= TASK ITEM =
If a record holds a picture, omit that picture and copy everything else exactly.

--------

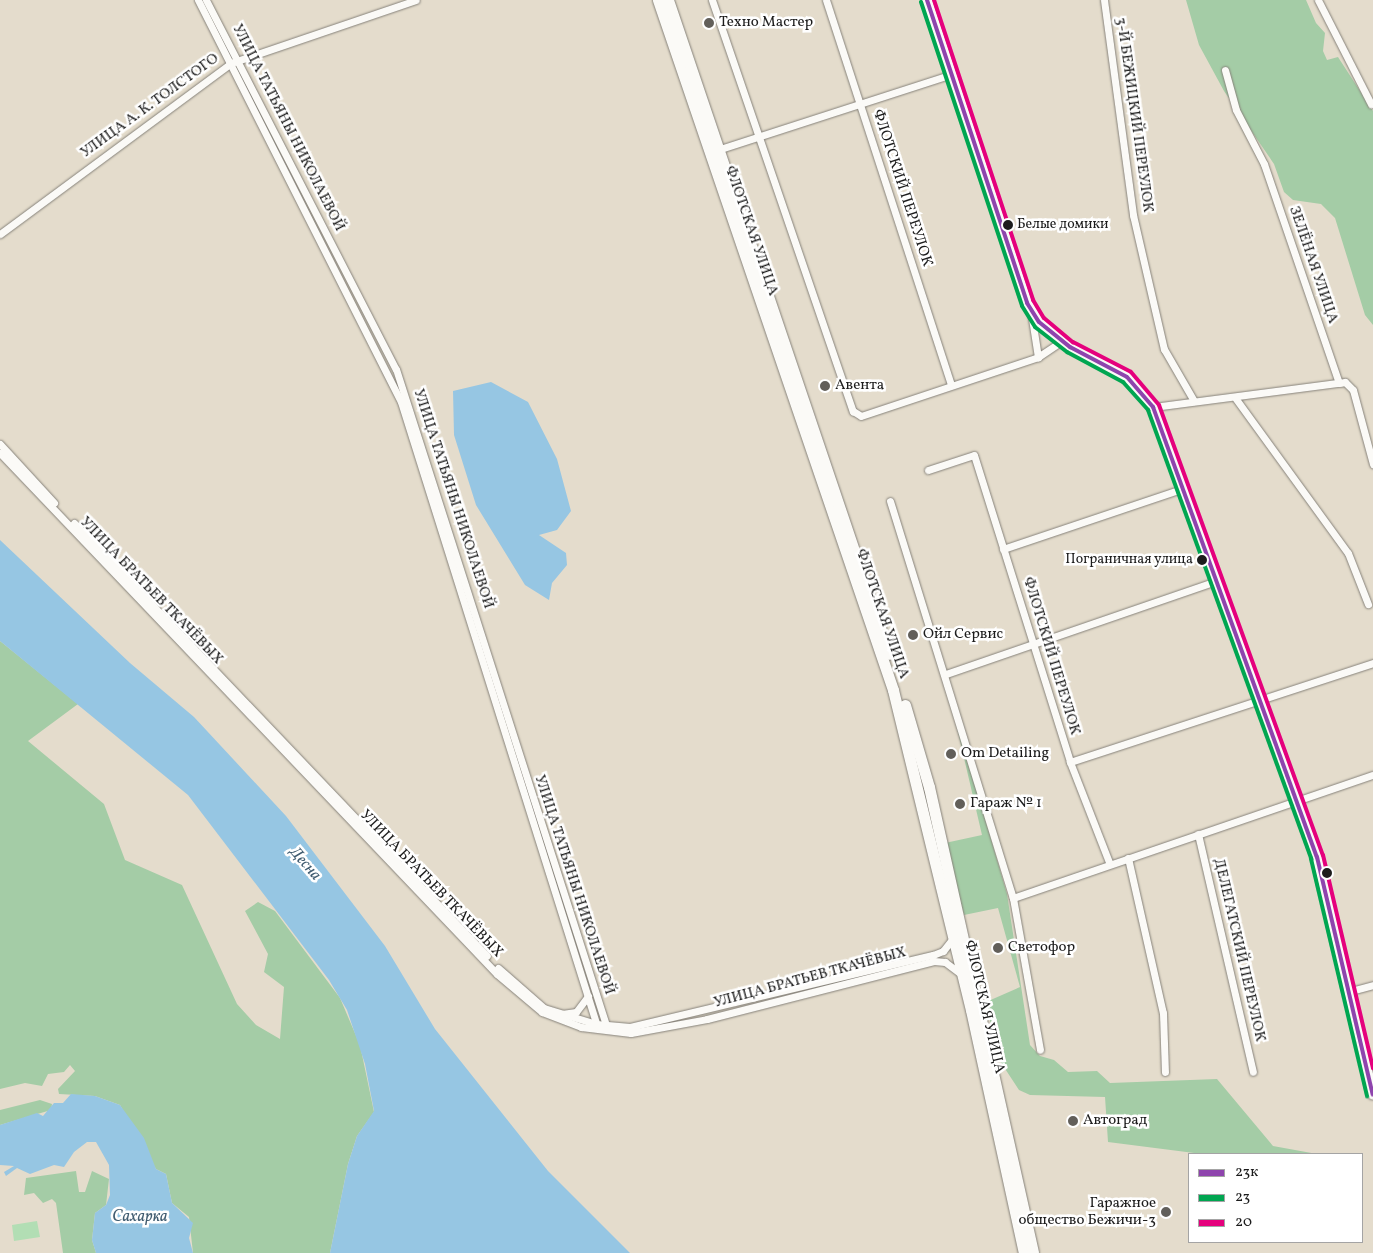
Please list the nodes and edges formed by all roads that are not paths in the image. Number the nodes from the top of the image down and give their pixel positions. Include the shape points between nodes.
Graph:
1 (198, 0) edge
2 (206, 0) edge
3 (416, 0) edge
4 (658, 0) edge
5 (668, 0) edge
6 (712, 0) edge
7 (826, 0) edge
8 (927, 0) edge
9 (1104, 0) edge
10 (1318, 0) edge
11 (234, 62) junction
12 (1225, 70) dead end
13 (952, 74) junction
14 (860, 104) junction
15 (1371, 104) dead end
16 (756, 137) junction
17 (718, 150) junction
18 (0, 234) edge
19 (1030, 310) junction
20 (1062, 341) junction
21 (1038, 357) junction
22 (1339, 383) junction
23 (951, 385) junction
24 (1236, 399) junction
25 (1194, 401) junction
26 (1153, 408) junction
27 (0, 444) edge
28 (0, 453) edge
29 (1373, 464) edge
30 (928, 470) dead end
31 (1184, 488) junction
32 (890, 501) dead end
33 (1004, 550) junction
34 (1216, 581) junction
35 (1368, 604) dead end
36 (1032, 642) junction
37 (1373, 663) edge
38 (946, 674) junction
39 (1259, 702) junction
40 (1070, 762) junction
41 (1373, 775) edge
42 (1296, 801) junction
43 (1198, 834) junction
44 (1128, 858) junction
45 (1109, 862) junction
46 (1013, 898) junction
47 (953, 936) junction
48 (963, 976) junction
49 (1373, 985) edge
50 (1352, 991) junction
51 (591, 995) junction
52 (557, 1014) junction
53 (597, 1027) junction
54 (609, 1028) junction
55 (1040, 1050) dead end
56 (1164, 1072) dead end
57 (1252, 1072) dead end
58 (1373, 1095) edge
59 (1024, 1253) edge
60 (1033, 1253) edge

1 - 11 street, УЛИЦА ТАТЬЯНЫ НИКОЛАЕВОЙ
2 - 11 street, УЛИЦА ТАТЬЯНЫ НИКОЛАЕВОЙ
3 - 11 street, УЛИЦА А. К. ТОЛСТОГО
4 - 47 main road, ФЛОТСКАЯ УЛИЦА via 893,690
5 - 17 main road, ФЛОТСКАЯ УЛИЦА
6 - 16 street
7 - 14 street, ФЛОТСКИЙ ПЕРЕУЛОК
8 - 13 street
9 - 25 street, 3-Й БЕЖИЦКИЙ ПЕРЕУЛОК via 1135,224 1164,349
10 - 15 street
11 - 18 street, УЛИЦА А. К. ТОЛСТОГО
11 - 51 street, УЛИЦА ТАТЬЯНЫ НИКОЛАЕВОЙ via 402,384
12 - 22 street, ЗЕЛЁНАЯ УЛИЦА via 1236,110 1264,164
13 - 14 street
13 - 19 street
14 - 16 street
14 - 23 street, ФЛОТСКИЙ ПЕРЕУЛОК
16 - 17 street
16 - 23 street via 853,411 861,416
17 - 60 main road, ФЛОТСКАЯ УЛИЦА via 919,748
19 - 20 street
19 - 21 street
20 - 21 street
20 - 26 street via 1127,377
21 - 23 street
22 - 24 street
22 - 29 street, ЗЕЛЁНАЯ УЛИЦА via 1353,390
24 - 25 street
24 - 35 street via 1348,553
25 - 26 street
26 - 31 street
27 - 52 street, УЛИЦА БРАТЬЕВ ТКАЧЁВЫХ via 501,971 523,993
28 - 53 street, УЛИЦА БРАТЬЕВ ТКАЧЁВЫХ via 520,997 555,1019
30 - 33 street, ФЛОТСКИЙ ПЕРЕУЛОК via 974,456
31 - 33 street
31 - 34 street
32 - 38 street
33 - 36 street, ФЛОТСКИЙ ПЕРЕУЛОК
34 - 36 street
34 - 39 street
36 - 38 street
36 - 40 street, ФЛОТСКИЙ ПЕРЕУЛОК
37 - 39 street
38 - 46 street
39 - 40 street
39 - 42 street
40 - 45 street, ФЛОТСКИЙ ПЕРЕУЛОК
41 - 42 street
42 - 43 street
42 - 50 street via 1329,898
43 - 44 street
43 - 57 street, ДЕЛЕГАТСКИЙ ПЕРЕУЛОК
44 - 45 street
44 - 56 street via 1163,1013
45 - 46 street
46 - 55 street
47 - 48 main road, ФЛОТСКАЯ УЛИЦА
47 - 54 street, УЛИЦА БРАТЬЕВ ТКАЧЁВЫХ via 943,951 933,955 880,964 705,1012
48 - 54 street, УЛИЦА БРАТЬЕВ ТКАЧЁВЫХ via 955,967 934,961 689,1023
48 - 59 main road, ФЛОТСКАЯ УЛИЦА
49 - 50 street
50 - 58 street
51 - 52 street via 576,1012
51 - 53 street, УЛИЦА ТАТЬЯНЫ НИКОЛАЕВОЙ
51 - 54 street
52 - 53 street, УЛИЦА БРАТЬЕВ ТКАЧЁВЫХ
53 - 54 street, УЛИЦА БРАТЬЕВ ТКАЧЁВЫХ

--------

= REPLY TO THE EXERCISE =
Please list the nodes and edges formed by all roads that are not paths in the image. Number the nodes from the top of the image down and give their pixel positions. Include the shape points between nodes.
Graph:
1 (198, 0) edge
2 (206, 0) edge
3 (416, 0) edge
4 (658, 0) edge
5 (668, 0) edge
6 (712, 0) edge
7 (826, 0) edge
8 (927, 0) edge
9 (1104, 0) edge
10 (1318, 0) edge
11 (234, 62) junction
12 (1225, 70) dead end
13 (952, 74) junction
14 (860, 104) junction
15 (1371, 104) dead end
16 (756, 137) junction
17 (718, 150) junction
18 (0, 234) edge
19 (1030, 310) junction
20 (1062, 341) junction
21 (1038, 357) junction
22 (1339, 383) junction
23 (951, 385) junction
24 (1236, 399) junction
25 (1194, 401) junction
26 (1153, 408) junction
27 (0, 444) edge
28 (0, 453) edge
29 (1373, 464) edge
30 (928, 470) dead end
31 (1184, 488) junction
32 (890, 501) dead end
33 (1004, 550) junction
34 (1216, 581) junction
35 (1368, 604) dead end
36 (1032, 642) junction
37 (1373, 663) edge
38 (946, 674) junction
39 (1259, 702) junction
40 (1070, 762) junction
41 (1373, 775) edge
42 (1296, 801) junction
43 (1198, 834) junction
44 (1128, 858) junction
45 (1109, 862) junction
46 (1013, 898) junction
47 (953, 936) junction
48 (963, 976) junction
49 (1373, 985) edge
50 (1352, 991) junction
51 (591, 995) junction
52 (557, 1014) junction
53 (597, 1027) junction
54 (609, 1028) junction
55 (1040, 1050) dead end
56 (1164, 1072) dead end
57 (1252, 1072) dead end
58 (1373, 1095) edge
59 (1024, 1253) edge
60 (1033, 1253) edge

1 - 11 street, УЛИЦА ТАТЬЯНЫ НИКОЛАЕВОЙ
2 - 11 street, УЛИЦА ТАТЬЯНЫ НИКОЛАЕВОЙ
3 - 11 street, УЛИЦА А. К. ТОЛСТОГО
4 - 47 main road, ФЛОТСКАЯ УЛИЦА via 893,690
5 - 17 main road, ФЛОТСКАЯ УЛИЦА
6 - 16 street
7 - 14 street, ФЛОТСКИЙ ПЕРЕУЛОК
8 - 13 street
9 - 25 street, 3-Й БЕЖИЦКИЙ ПЕРЕУЛОК via 1135,224 1164,349
10 - 15 street
11 - 18 street, УЛИЦА А. К. ТОЛСТОГО
11 - 51 street, УЛИЦА ТАТЬЯНЫ НИКОЛАЕВОЙ via 402,384
12 - 22 street, ЗЕЛЁНАЯ УЛИЦА via 1236,110 1264,164
13 - 14 street
13 - 19 street
14 - 16 street
14 - 23 street, ФЛОТСКИЙ ПЕРЕУЛОК
16 - 17 street
16 - 23 street via 853,411 861,416
17 - 60 main road, ФЛОТСКАЯ УЛИЦА via 919,748
19 - 20 street
19 - 21 street
20 - 21 street
20 - 26 street via 1127,377
21 - 23 street
22 - 24 street
22 - 29 street, ЗЕЛЁНАЯ УЛИЦА via 1353,390
24 - 25 street
24 - 35 street via 1348,553
25 - 26 street
26 - 31 street
27 - 52 street, УЛИЦА БРАТЬЕВ ТКАЧЁВЫХ via 501,971 523,993
28 - 53 street, УЛИЦА БРАТЬЕВ ТКАЧЁВЫХ via 520,997 555,1019
30 - 33 street, ФЛОТСКИЙ ПЕРЕУЛОК via 974,456
31 - 33 street
31 - 34 street
32 - 38 street
33 - 36 street, ФЛОТСКИЙ ПЕРЕУЛОК
34 - 36 street
34 - 39 street
36 - 38 street
36 - 40 street, ФЛОТСКИЙ ПЕРЕУЛОК
37 - 39 street
38 - 46 street
39 - 40 street
39 - 42 street
40 - 45 street, ФЛОТСКИЙ ПЕРЕУЛОК
41 - 42 street
42 - 43 street
42 - 50 street via 1329,898
43 - 44 street
43 - 57 street, ДЕЛЕГАТСКИЙ ПЕРЕУЛОК
44 - 45 street
44 - 56 street via 1163,1013
45 - 46 street
46 - 55 street
47 - 48 main road, ФЛОТСКАЯ УЛИЦА
47 - 54 street, УЛИЦА БРАТЬЕВ ТКАЧЁВЫХ via 943,951 933,955 880,964 705,1012
48 - 54 street, УЛИЦА БРАТЬЕВ ТКАЧЁВЫХ via 955,967 934,961 689,1023
48 - 59 main road, ФЛОТСКАЯ УЛИЦА
49 - 50 street
50 - 58 street
51 - 52 street via 576,1012
51 - 53 street, УЛИЦА ТАТЬЯНЫ НИКОЛАЕВОЙ
51 - 54 street
52 - 53 street, УЛИЦА БРАТЬЕВ ТКАЧЁВЫХ
53 - 54 street, УЛИЦА БРАТЬЕВ ТКАЧЁВЫХ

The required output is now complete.